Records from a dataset
....................

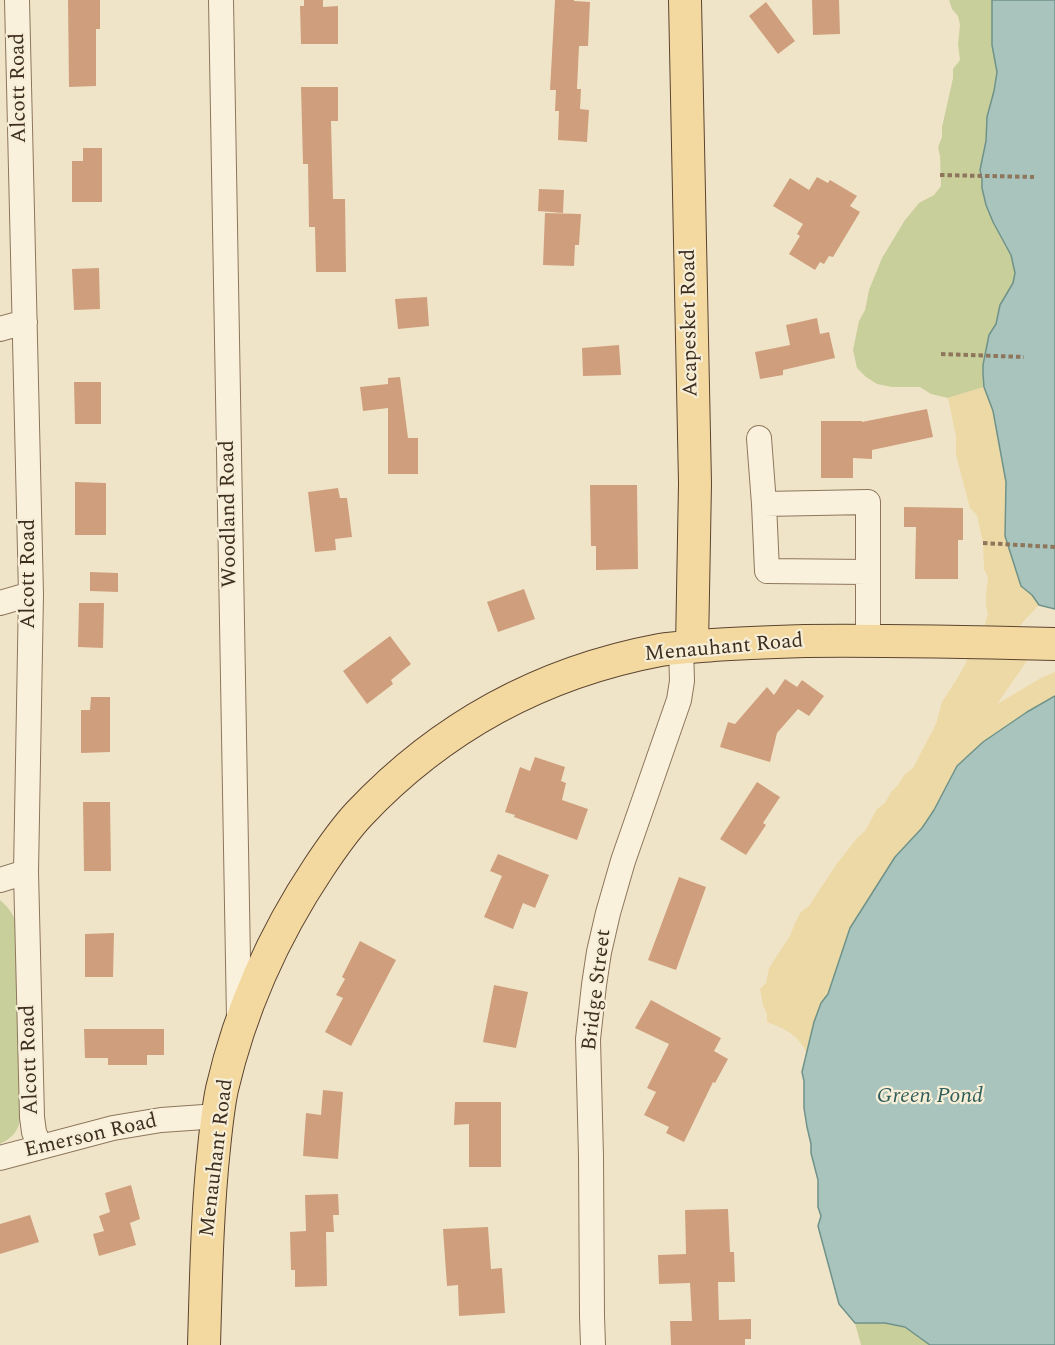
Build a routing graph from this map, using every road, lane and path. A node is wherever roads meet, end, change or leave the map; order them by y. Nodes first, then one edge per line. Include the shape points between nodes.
1 (17, 0) edge
2 (221, 0) edge
3 (685, 0) edge
4 (9, 47) edge
5 (940, 175) dead end
6 (1034, 177) dead end
7 (25, 322) junction
8 (0, 329) edge
9 (941, 354) dead end
10 (1024, 357) dead end
11 (759, 438) dead end
12 (764, 504) junction
13 (983, 543) dead end
14 (1055, 547) edge
15 (868, 572) junction
16 (31, 594) junction
17 (0, 603) edge
18 (868, 640) junction
19 (1055, 644) edge
20 (687, 647) junction
21 (26, 872) junction
22 (0, 879) edge
23 (239, 1028) junction
24 (218, 1116) junction
25 (40, 1147) junction
26 (0, 1158) edge
27 (204, 1345) edge
28 (593, 1345) edge

1 - 4 street, Alcott Road
2 - 23 street, Woodland Road
3 - 20 main road, Acapesket Road via 695,483
4 - 7 street, Alcott Road
5 - 6 path
7 - 8 street
7 - 16 street, Alcott Road
9 - 10 path
11 - 12 street
12 - 15 street via 767,571
12 - 15 street via 868,502
13 - 14 path
15 - 18 street
16 - 17 street
16 - 21 street, Alcott Road
18 - 19 main road, Menauhant Road
18 - 20 main road, Menauhant Road
20 - 23 main road, Menauhant Road via 623,658 545,683 462,726 392,782 356,816 306,887 274,942
20 - 28 street, Bridge Street via 680,700 622,861 594,985 588,1039
21 - 22 street
21 - 25 street, Alcott Road via 32,1118
23 - 24 main road, Menauhant Road
24 - 25 street, Emerson Road via 112,1128
24 - 27 main road, Menauhant Road via 211,1179
25 - 26 street, Emerson Road

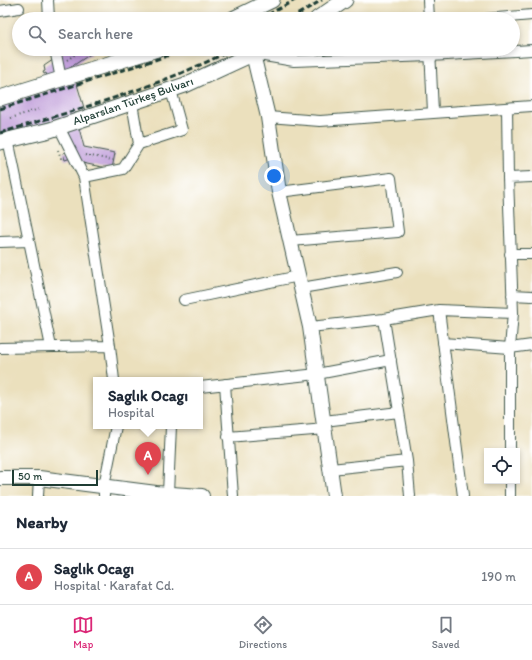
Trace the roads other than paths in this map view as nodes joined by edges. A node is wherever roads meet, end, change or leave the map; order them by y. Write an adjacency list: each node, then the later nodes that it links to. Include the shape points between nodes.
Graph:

....................

◆ **Required action**: Leaving out every picture, repeat the records above exactly as they stand.

◆ **Expected output**:
Build a routing graph from this map, using every road, lane and path. A node is wherever roads meet, end, change or leave the map; order them by y. Nodes first, then one edge per line. Include the shape points between nodes.
1 (17, 0) edge
2 (221, 0) edge
3 (685, 0) edge
4 (9, 47) edge
5 (940, 175) dead end
6 (1034, 177) dead end
7 (25, 322) junction
8 (0, 329) edge
9 (941, 354) dead end
10 (1024, 357) dead end
11 (759, 438) dead end
12 (764, 504) junction
13 (983, 543) dead end
14 (1055, 547) edge
15 (868, 572) junction
16 (31, 594) junction
17 (0, 603) edge
18 (868, 640) junction
19 (1055, 644) edge
20 (687, 647) junction
21 (26, 872) junction
22 (0, 879) edge
23 (239, 1028) junction
24 (218, 1116) junction
25 (40, 1147) junction
26 (0, 1158) edge
27 (204, 1345) edge
28 (593, 1345) edge

1 - 4 street, Alcott Road
2 - 23 street, Woodland Road
3 - 20 main road, Acapesket Road via 695,483
4 - 7 street, Alcott Road
5 - 6 path
7 - 8 street
7 - 16 street, Alcott Road
9 - 10 path
11 - 12 street
12 - 15 street via 767,571
12 - 15 street via 868,502
13 - 14 path
15 - 18 street
16 - 17 street
16 - 21 street, Alcott Road
18 - 19 main road, Menauhant Road
18 - 20 main road, Menauhant Road
20 - 23 main road, Menauhant Road via 623,658 545,683 462,726 392,782 356,816 306,887 274,942
20 - 28 street, Bridge Street via 680,700 622,861 594,985 588,1039
21 - 22 street
21 - 25 street, Alcott Road via 32,1118
23 - 24 main road, Menauhant Road
24 - 25 street, Emerson Road via 112,1128
24 - 27 main road, Menauhant Road via 211,1179
25 - 26 street, Emerson Road

Trace the roads other than paths in this map view as nodes joined by edges. A node is wherever roads meet, end, change or leave the map; order them by y. Write an adjacency list: each node, then the later nodes that it links to. Include the shape points between nodes.
Graph:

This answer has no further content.